Last October, I co-led a seminar on Spatiality and Digital Mapping. We focused on the conceptual side of digital mapping, going through concepts, theory, and the evolution of the field. Our aim was to expose the audience to the concepts and programs with the intention of following up with one or more intensives on the programs garnering the most interest. Afterwards, there were clear winners: CartoDB and ArcGIS. with secondary interest in Google Earth/Maps.
For anyone who has worked on these programs, do you think it would be worthwhile to teach intensives on each program separately? Or are the concepts close enough? My plan now is to separate them, but to advertise the courses for specific audiences. CartoDB, for example, would be with people who really just need visual analysis and little to no high-level analysis. For ArcGIS, the intended audience would be those less interested in publically-accessable visualizations and more interested in quantifiable analysis. Google Earth could go either way, though I think that course could be taught much more quickly than the other two – certainly faster than Arc.
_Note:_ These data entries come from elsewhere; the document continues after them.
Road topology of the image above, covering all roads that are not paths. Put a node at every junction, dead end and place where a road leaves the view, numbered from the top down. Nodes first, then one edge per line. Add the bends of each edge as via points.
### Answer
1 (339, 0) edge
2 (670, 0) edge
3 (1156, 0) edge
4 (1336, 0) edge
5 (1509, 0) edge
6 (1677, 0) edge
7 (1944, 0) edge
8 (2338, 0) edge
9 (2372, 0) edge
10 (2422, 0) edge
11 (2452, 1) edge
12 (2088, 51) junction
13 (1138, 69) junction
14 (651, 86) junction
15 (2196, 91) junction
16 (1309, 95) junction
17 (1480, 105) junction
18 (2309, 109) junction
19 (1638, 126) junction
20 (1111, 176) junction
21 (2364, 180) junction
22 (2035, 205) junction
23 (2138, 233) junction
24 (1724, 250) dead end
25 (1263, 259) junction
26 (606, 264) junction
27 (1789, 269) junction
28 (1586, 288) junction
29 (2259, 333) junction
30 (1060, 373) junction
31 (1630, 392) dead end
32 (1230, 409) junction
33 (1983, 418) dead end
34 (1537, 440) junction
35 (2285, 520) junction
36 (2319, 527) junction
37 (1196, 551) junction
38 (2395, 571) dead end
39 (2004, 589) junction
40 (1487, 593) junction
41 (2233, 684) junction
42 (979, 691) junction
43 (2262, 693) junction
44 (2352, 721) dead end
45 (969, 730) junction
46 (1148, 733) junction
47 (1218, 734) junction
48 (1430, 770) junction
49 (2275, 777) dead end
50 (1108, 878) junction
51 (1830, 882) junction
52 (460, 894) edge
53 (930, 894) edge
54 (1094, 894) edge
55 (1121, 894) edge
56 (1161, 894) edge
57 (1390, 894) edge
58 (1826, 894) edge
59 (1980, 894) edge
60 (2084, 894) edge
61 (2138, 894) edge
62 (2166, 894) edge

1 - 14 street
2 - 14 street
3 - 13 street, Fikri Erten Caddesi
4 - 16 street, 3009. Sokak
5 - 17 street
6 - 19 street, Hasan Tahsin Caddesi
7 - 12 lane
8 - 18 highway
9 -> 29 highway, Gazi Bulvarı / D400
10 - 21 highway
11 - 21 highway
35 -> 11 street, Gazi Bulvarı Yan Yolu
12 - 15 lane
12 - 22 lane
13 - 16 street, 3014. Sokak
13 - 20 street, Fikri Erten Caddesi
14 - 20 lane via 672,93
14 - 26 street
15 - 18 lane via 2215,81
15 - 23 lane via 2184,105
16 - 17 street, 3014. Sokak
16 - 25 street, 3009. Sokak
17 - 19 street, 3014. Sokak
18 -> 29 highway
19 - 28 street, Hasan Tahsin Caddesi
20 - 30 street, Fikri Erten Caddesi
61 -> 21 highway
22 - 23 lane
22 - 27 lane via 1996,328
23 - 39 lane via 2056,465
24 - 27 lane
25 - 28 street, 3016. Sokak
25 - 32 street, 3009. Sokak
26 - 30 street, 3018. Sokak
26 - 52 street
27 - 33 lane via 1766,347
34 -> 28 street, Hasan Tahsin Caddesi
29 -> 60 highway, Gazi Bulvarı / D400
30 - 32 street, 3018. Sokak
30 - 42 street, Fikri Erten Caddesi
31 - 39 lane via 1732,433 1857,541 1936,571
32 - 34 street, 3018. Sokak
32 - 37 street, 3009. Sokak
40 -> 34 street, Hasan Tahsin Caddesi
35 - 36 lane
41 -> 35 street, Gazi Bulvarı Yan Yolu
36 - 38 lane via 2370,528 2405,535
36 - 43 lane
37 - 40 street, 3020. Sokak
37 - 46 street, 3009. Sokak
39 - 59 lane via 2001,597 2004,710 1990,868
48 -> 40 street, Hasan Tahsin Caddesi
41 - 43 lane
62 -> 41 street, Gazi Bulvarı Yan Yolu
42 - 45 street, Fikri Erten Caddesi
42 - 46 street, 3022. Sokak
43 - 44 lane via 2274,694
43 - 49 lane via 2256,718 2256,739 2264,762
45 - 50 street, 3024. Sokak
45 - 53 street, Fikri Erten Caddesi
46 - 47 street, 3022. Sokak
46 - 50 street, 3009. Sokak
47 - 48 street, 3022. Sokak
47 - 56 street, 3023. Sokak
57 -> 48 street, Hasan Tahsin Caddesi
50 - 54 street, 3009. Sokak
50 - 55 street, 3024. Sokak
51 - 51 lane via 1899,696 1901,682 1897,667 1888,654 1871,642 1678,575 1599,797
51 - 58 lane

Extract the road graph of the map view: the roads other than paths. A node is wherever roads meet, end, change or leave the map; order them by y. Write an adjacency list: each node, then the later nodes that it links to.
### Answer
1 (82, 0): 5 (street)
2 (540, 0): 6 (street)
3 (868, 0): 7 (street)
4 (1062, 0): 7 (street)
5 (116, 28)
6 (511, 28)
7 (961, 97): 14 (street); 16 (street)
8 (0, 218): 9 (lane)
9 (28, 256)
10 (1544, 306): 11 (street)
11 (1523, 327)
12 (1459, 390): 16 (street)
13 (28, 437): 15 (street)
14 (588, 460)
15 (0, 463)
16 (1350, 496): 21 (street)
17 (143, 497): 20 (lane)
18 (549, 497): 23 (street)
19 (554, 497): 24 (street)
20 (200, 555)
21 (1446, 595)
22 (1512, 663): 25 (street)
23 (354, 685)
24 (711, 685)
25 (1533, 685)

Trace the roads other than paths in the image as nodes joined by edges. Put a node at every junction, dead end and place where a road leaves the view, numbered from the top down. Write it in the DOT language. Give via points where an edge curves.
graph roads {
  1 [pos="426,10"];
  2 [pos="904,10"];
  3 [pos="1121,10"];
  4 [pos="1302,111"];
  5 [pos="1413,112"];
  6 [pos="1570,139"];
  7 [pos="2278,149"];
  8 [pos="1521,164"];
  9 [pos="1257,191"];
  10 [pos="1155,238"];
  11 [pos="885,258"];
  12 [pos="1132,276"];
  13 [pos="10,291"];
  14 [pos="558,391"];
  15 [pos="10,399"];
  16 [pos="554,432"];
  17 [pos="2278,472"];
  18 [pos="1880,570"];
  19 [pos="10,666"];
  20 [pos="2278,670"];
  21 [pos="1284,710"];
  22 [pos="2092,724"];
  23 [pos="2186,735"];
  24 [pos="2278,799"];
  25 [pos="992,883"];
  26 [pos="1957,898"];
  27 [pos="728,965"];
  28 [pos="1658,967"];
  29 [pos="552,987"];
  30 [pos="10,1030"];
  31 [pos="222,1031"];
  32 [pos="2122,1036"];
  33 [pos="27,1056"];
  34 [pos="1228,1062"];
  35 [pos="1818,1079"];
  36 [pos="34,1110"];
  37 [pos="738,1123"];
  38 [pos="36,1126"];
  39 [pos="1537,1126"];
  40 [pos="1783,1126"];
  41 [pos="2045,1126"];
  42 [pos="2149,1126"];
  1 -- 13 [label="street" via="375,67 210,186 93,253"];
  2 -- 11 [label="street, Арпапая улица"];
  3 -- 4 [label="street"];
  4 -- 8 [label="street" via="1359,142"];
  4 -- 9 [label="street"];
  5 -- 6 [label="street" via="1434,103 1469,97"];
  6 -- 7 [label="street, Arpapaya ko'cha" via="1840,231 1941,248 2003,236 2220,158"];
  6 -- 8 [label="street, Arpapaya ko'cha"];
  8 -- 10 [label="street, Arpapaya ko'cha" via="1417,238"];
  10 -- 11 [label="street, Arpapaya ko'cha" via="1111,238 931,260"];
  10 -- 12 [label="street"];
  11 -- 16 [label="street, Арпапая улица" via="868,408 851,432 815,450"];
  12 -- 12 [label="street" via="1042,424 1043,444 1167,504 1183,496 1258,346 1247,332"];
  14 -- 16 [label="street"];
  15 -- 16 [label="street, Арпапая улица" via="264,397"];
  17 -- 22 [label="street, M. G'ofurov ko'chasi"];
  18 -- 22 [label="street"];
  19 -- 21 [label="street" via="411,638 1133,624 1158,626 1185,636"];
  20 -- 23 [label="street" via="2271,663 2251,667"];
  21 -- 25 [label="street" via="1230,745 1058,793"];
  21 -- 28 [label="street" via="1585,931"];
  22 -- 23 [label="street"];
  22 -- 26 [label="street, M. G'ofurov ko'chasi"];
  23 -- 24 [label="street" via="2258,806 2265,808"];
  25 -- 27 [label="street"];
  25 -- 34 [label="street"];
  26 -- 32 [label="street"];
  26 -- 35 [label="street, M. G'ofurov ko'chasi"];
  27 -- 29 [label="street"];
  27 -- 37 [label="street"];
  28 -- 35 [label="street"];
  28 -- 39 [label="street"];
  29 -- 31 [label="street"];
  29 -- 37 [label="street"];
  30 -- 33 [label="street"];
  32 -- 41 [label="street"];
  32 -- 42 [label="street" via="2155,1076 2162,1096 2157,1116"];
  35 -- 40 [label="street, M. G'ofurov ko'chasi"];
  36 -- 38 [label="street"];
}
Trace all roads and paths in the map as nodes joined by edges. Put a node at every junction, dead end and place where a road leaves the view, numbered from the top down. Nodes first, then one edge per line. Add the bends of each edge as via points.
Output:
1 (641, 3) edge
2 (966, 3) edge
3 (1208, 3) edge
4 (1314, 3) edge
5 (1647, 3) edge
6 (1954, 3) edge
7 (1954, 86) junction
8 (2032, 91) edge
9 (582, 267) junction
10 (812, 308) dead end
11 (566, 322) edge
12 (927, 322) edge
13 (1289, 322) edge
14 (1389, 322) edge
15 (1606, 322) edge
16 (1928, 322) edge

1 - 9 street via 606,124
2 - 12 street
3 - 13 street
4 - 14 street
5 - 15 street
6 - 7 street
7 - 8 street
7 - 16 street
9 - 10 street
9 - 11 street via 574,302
Does this make sense? and would there be interest in the NYC area for non-Fordhamites to attend these courses?
-David Levine
Response from Jessica Breen:
I’d suggest teaching them separately, with the ArcGIS session followed by a CartoDB workshop. Folks who just want to plug and chug some data into a good-looking map aren’t likely to want to devote the time needed to learn Arc, but just because somebody wants to use the analytic tools of Arc doesn’t mean they don’t want an attractive map at the end…and Arc is useless for making anything even remotely as attractive as what CartoDB makes just by default.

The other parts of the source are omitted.